Peak oil is not an energy crisis. It is a liquid fuel crisis.

by Starvid on Mon Oct 11th, 2010 at 03:11:37 PM EST
[ Parent ]
A 45' container from Havanna to Bremen would cost on the order of US$ 2,500, according to these guys. A 45' container being something on the order of 87 cubic meter, and a cubic meter of sugar weighing a hair over 1.5 ton, you'd get something like € 15 per ton for a one-way trip.

That's not the main reason Cuba can't export sugar to the EU. The main reason is that the EU pursues an autarkic agricultural policy.

- Jake

Friends come and go. Enemies accumulate.

by JakeS (JangoSierra 'at' gmail 'dot' com) on Mon Oct 11th, 2010 at 03:14:55 PM EST
[ Parent ]
The main reason is that the EU pursues an autarkic agricultural policy.
You can say that again...

Peak oil is not an energy crisis. It is a liquid fuel crisis.
by Starvid on Mon Oct 11th, 2010 at 03:22:23 PM EST
[ Parent ]
Though we do import plenty of ethanol, and fruits/vegetables which are out of season. Lots of countries export cash-crops to Europe which we either can't grow, or can't grow in the cold half of the year.

Peak oil is not an energy crisis. It is a liquid fuel crisis.
by Starvid on Mon Oct 11th, 2010 at 03:24:17 PM EST
[ Parent ]
As far as EU sugar policy is concerned, it's not autarkic, it's imperialistic! ;)
by afew (afew(a in a circle)eurotrib_dot_com) on Mon Oct 11th, 2010 at 03:28:30 PM EST
[ Parent ]
Chile, Australia, New Zealand, all the Scandinavian countries, Greece, Spain, Portugal, Belgium, the Netherlands, Estonia, Latvia, Lithuania, Poland, Czech Republic, Slovakia, Hungary

Australia and New Zealand are Commonwealth countries and thus enjoy preferential trade with Britain. Greece, Spain, Belgium, Portugal and the Netherlands have enjoyed preferential trade with Western Europe since the Roman Empire. The Baltics, Poland, the Czech Republic, Slovakia and Hungary have enjoyed preferential trade with either Russia or Western Europe since they were agrarian backwaters.

I'll grant you Chile, for a grand total of Chile and Taiwan.

- Jake

Friends come and go. Enemies accumulate.

by JakeS (JangoSierra 'at' gmail 'dot' com) on Mon Oct 11th, 2010 at 02:48:03 PM EST
[ Parent ]
Well, I think we've run out of small countries completely when you exclude those you don't think work and the ones with bad governance. That's still 100 % successful ones though...
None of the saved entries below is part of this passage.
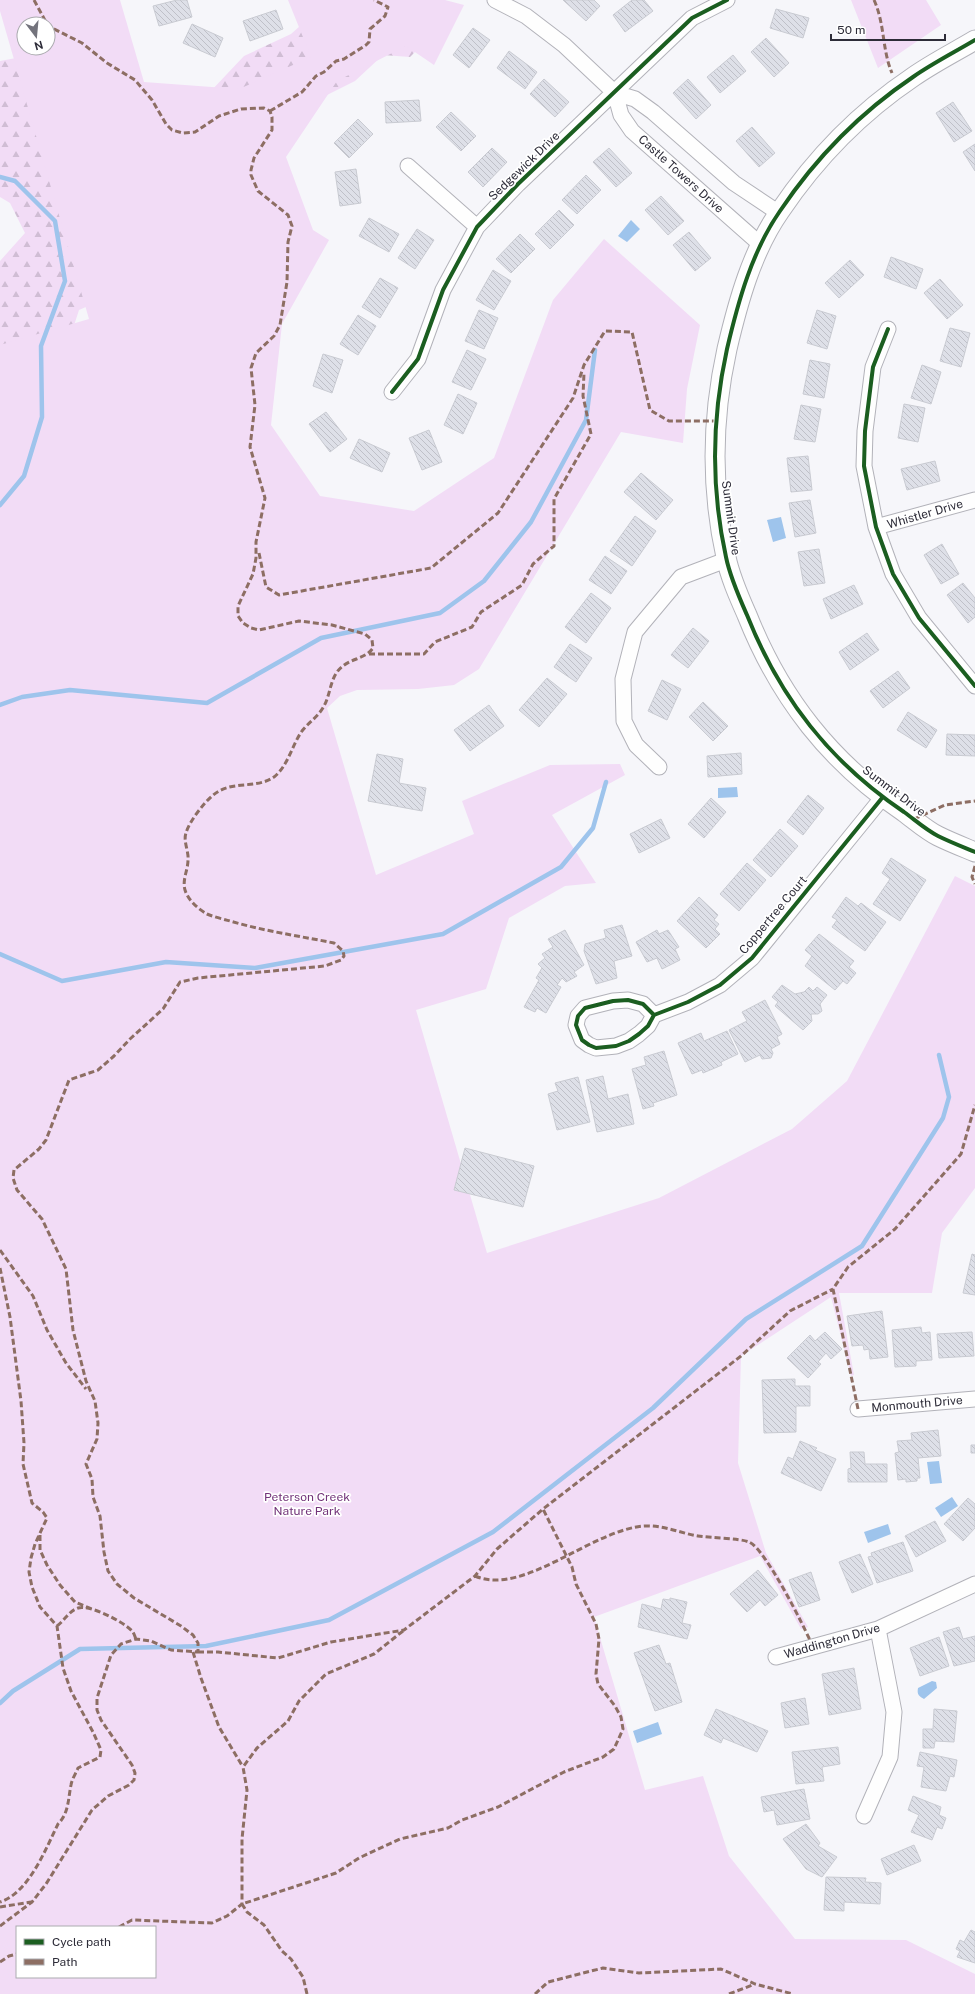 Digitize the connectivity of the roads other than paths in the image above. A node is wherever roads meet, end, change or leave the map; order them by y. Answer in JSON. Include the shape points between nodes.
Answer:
{"nodes":[{"id":1,"x":495,"y":0,"type":"edge"},
{"id":2,"x":727,"y":0,"type":"edge"},
{"id":3,"x":973,"y":46,"type":"edge"},
{"id":4,"x":615,"y":93,"type":"junction"},
{"id":5,"x":408,"y":166,"type":"dead end"},
{"id":6,"x":779,"y":213,"type":"junction"},
{"id":7,"x":477,"y":227,"type":"junction"},
{"id":8,"x":762,"y":245,"type":"junction"},
{"id":9,"x":888,"y":329,"type":"dead end"},
{"id":10,"x":392,"y":392,"type":"dead end"},
{"id":11,"x":975,"y":500,"type":"edge"},
{"id":12,"x":876,"y":527,"type":"junction"},
{"id":13,"x":726,"y":560,"type":"junction"},
{"id":14,"x":975,"y":686,"type":"edge"},
{"id":15,"x":659,"y":767,"type":"dead end"},
{"id":16,"x":882,"y":798,"type":"junction"},
{"id":17,"x":975,"y":852,"type":"edge"},
{"id":18,"x":654,"y":1015,"type":"junction"},
{"id":19,"x":975,"y":1399,"type":"edge"},
{"id":20,"x":858,"y":1409,"type":"dead end"},
{"id":21,"x":975,"y":1584,"type":"edge"},
{"id":22,"x":878,"y":1630,"type":"junction"},
{"id":23,"x":776,"y":1656,"type":"dead end"},
{"id":24,"x":864,"y":1816,"type":"dead end"}],
"edges":[{"from":1,"to":4,"type":"street","via":[[526,16],[564,45]]},
{"from":2,"to":4,"type":"street","name":"Sedgewick Drive","via":[[692,18]]},
{"from":3,"to":6,"type":"main road","name":"Summit Drive","via":[[913,77],[868,113],[840,138],[809,172]]},
{"from":4,"to":6,"type":"street","via":[[635,99],[653,112],[734,183]]},
{"from":4,"to":7,"type":"street","name":"Sedgewick Drive","via":[[518,184]]},
{"from":4,"to":8,"type":"street","name":"Castle Towers Drive","via":[[621,115],[632,130]]},
{"from":5,"to":7,"type":"street"},
{"from":6,"to":8,"type":"main road","name":"Summit Drive"},
{"from":7,"to":10,"type":"street","name":"Sedgewick Drive","via":[[443,290],[418,359]]},
{"from":8,"to":13,"type":"main road","name":"Summit Drive","via":[[736,309],[722,374],[715,482]]},
{"from":9,"to":12,"type":"street","via":[[873,367],[865,431],[864,466]]},
{"from":11,"to":12,"type":"street","name":"Whistler Drive"},
{"from":12,"to":14,"type":"street","via":[[893,574],[919,618]]},
{"from":13,"to":15,"type":"street","via":[[681,576],[635,632],[623,679],[624,721],[636,746]]},
{"from":13,"to":16,"type":"main road","name":"Summit Drive","via":[[753,631],[780,686],[805,722],[839,760]]},
{"from":16,"to":17,"type":"main road","name":"Summit Drive","via":[[935,834]]},
{"from":16,"to":18,"type":"street","name":"Coppertree Court","via":[[752,958],[720,985],[688,1002]]},
{"from":18,"to":18,"type":"street","via":[[643,1004],[628,1000],[613,1001],[585,1008],[578,1016],[576,1025],[582,1040],[596,1048],[606,1048],[629,1041],[648,1026]]},
{"from":19,"to":20,"type":"street","name":"Monmouth Drive"},
{"from":21,"to":22,"type":"street","name":"Waddington Drive"},
{"from":22,"to":23,"type":"street","name":"Waddington Drive"},
{"from":22,"to":24,"type":"street","via":[[894,1712],[890,1757]]}]}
Peak oil is not an energy crisis. It is a liquid fuel crisis.
by Starvid on Mon Oct 11th, 2010 at 03:28:11 PM EST
[ Parent ]
Chile and Taiwan both enjoy preferential trade with the US.  But this makes the question really: Are they any examples of small countries that "work" which are excluded in some way from trade?  Small countries' GDPs tend to be half or more made up of trade because they simply don't enjoy the resources locally to produce much of what they're populations actually need.

Cuba is dependent on trade, even on the US specifically for its food supply.  The US trade embargo on Cuban exports -- rum, cigars, tourism, sex, contraband, and immigrant laborers, which are also what the Dominican Republic, Jamaica, and Puerto Rico produce in great quantities and supply to the US, are constrained in Cuba, but those constraints are internally imposed as well as externally imposed by US policy.  It's not at all clear that Cuba's own self-imposed restrictions on such exports, at the cost of reduced trade with the US, has been a bad thing, especially compared to its Caribbean neighbors.